I didn’t mention a dead short and was only referring to the two terminal impedance the coil of a cartridge sees. Any reference to ground be it real or virtual does not factor into the load seen by the coils. Surely there has to be an actual input impedance for a current amp and it has to be low otherwise the coils will not generate any current to amplify.
Do you see how this above does not jive with this:
that depends on what load the input of the following stage gives.
If it is a voltage amplifier with 47kΩ, a 30Ω cartridge loaded by 5Ω it will be 17dB down. When you replace that 30Ω cart with a 2Ω cart the output will only be down 3dB. If it is a current amplifier with a 1Ω input impedance a 5Ω parallel load will lower the current into the 1Ω input node by1.6dB with both the 2Ω and the 30Ω cartridge. The absolute currents will be different for the 2Ω and 30Ω carts but the relationship of how the 5Ω load affects a 1Ω input impedance stays the same.

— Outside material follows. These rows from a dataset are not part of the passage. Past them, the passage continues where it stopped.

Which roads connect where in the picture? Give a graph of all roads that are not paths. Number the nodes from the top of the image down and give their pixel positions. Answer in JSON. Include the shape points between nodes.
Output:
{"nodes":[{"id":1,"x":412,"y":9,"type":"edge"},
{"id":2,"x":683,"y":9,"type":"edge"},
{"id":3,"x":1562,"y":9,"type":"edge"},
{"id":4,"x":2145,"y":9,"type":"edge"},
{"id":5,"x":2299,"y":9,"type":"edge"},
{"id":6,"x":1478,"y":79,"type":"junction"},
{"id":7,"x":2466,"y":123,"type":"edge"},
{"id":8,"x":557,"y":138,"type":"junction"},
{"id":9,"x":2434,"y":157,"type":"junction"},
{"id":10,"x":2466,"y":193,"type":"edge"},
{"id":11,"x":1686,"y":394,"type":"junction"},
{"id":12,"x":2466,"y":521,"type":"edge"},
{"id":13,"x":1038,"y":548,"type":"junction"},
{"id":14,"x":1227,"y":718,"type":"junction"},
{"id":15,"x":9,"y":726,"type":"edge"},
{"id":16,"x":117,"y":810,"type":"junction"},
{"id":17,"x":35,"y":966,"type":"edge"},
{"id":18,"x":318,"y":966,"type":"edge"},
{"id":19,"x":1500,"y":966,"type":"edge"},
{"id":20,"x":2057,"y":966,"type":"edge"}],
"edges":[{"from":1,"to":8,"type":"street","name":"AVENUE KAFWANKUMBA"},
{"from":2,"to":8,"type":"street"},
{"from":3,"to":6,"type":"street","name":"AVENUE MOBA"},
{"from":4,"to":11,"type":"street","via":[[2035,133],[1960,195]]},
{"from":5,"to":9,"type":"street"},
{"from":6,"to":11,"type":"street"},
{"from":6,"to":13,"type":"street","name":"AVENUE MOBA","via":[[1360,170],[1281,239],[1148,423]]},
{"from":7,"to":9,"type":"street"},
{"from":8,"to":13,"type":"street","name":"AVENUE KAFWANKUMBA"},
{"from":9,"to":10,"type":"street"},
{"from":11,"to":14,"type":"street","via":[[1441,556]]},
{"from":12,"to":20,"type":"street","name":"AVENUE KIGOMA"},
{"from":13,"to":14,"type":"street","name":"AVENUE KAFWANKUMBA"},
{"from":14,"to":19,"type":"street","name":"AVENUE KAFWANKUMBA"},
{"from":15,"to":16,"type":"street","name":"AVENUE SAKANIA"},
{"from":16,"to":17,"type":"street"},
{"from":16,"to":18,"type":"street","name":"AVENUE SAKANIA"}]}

Transimpedance phono sections have a dynamic load whereas a resistor is a static load. This is because the so-called 'virtual ground' (which will be 0 Ohms) occurs where the feedback resistor of an opamp meets the input resistance, which in this case will the cartridge itself.
At any rate, Moncreif threw off his numbers by using a 5 Ohm load, since that is not only not a real-world value that no-one would ever use, but is also one that would significantly decrease the output of any LOMC cartridge to the point that its output would be unusable (which is why its not real world...). Keep in mind that transimpedance phono sections didn't exist back then. As I mentioned previously, if he really wanted to make his point valid he needed to show the results using real world loads that are actually in use.